# Instructions to follow
Look through the entries below and report every line that has "image".

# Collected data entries
= Beginning of Section =
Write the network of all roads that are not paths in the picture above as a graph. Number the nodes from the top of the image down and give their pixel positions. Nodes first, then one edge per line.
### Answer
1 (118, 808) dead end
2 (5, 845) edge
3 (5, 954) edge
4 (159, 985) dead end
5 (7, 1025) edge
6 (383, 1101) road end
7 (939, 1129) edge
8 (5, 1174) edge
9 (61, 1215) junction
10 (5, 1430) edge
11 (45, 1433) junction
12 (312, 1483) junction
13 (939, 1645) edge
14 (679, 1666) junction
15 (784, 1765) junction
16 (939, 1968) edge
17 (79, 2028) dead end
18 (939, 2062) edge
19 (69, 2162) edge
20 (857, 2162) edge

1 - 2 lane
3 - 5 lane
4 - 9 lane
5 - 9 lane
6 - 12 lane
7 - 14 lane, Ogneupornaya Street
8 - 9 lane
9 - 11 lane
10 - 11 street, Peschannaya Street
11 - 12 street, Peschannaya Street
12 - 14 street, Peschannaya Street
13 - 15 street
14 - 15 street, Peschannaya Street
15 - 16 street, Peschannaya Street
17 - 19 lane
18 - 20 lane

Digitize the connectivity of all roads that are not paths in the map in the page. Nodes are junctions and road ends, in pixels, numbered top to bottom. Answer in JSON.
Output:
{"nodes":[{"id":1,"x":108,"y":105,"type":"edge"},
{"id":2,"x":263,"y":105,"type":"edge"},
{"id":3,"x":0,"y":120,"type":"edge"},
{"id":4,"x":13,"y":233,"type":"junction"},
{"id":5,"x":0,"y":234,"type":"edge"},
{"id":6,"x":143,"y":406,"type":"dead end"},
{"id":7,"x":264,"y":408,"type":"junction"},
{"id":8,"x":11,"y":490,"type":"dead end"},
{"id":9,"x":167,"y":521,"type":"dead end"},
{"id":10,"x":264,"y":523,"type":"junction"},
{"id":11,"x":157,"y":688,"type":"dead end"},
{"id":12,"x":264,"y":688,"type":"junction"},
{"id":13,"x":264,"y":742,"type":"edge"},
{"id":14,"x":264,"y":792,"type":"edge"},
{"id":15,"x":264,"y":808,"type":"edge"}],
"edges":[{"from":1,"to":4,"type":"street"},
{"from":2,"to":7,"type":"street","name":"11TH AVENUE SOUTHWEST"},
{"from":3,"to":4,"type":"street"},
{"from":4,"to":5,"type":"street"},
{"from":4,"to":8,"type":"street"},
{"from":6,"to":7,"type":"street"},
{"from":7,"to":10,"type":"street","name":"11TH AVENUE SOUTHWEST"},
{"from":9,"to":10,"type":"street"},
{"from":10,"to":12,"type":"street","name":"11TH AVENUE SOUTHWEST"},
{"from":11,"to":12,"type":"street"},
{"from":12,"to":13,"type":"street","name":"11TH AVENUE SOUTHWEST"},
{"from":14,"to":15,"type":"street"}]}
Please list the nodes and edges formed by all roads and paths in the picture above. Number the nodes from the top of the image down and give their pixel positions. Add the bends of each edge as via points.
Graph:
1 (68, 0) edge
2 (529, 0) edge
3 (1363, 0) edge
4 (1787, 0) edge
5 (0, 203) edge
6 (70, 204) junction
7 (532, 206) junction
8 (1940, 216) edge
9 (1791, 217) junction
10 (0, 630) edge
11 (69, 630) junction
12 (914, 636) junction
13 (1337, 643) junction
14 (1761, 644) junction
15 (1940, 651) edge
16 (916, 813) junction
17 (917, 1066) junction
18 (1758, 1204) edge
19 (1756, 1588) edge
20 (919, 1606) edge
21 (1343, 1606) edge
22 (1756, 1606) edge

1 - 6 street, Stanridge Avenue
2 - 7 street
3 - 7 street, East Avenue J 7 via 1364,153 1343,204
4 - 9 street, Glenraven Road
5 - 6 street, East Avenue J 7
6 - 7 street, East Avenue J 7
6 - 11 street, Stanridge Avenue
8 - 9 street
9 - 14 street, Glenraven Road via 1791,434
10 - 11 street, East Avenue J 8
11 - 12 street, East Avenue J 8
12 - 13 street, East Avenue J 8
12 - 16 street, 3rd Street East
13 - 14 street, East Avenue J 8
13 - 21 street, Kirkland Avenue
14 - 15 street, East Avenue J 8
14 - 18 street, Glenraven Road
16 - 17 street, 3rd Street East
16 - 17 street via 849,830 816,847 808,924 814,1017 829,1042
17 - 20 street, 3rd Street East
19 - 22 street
= End of Section =
# Answer to this problem
Write the network of all roads that are not paths in the picture above as a graph. Number the nodes from the top of the image down and give their pixel positions. Nodes first, then one edge per line.
Please list the nodes and edges formed by all roads and paths in the picture above. Number the nodes from the top of the image down and give their pixel positions. Add the bends of each edge as via points.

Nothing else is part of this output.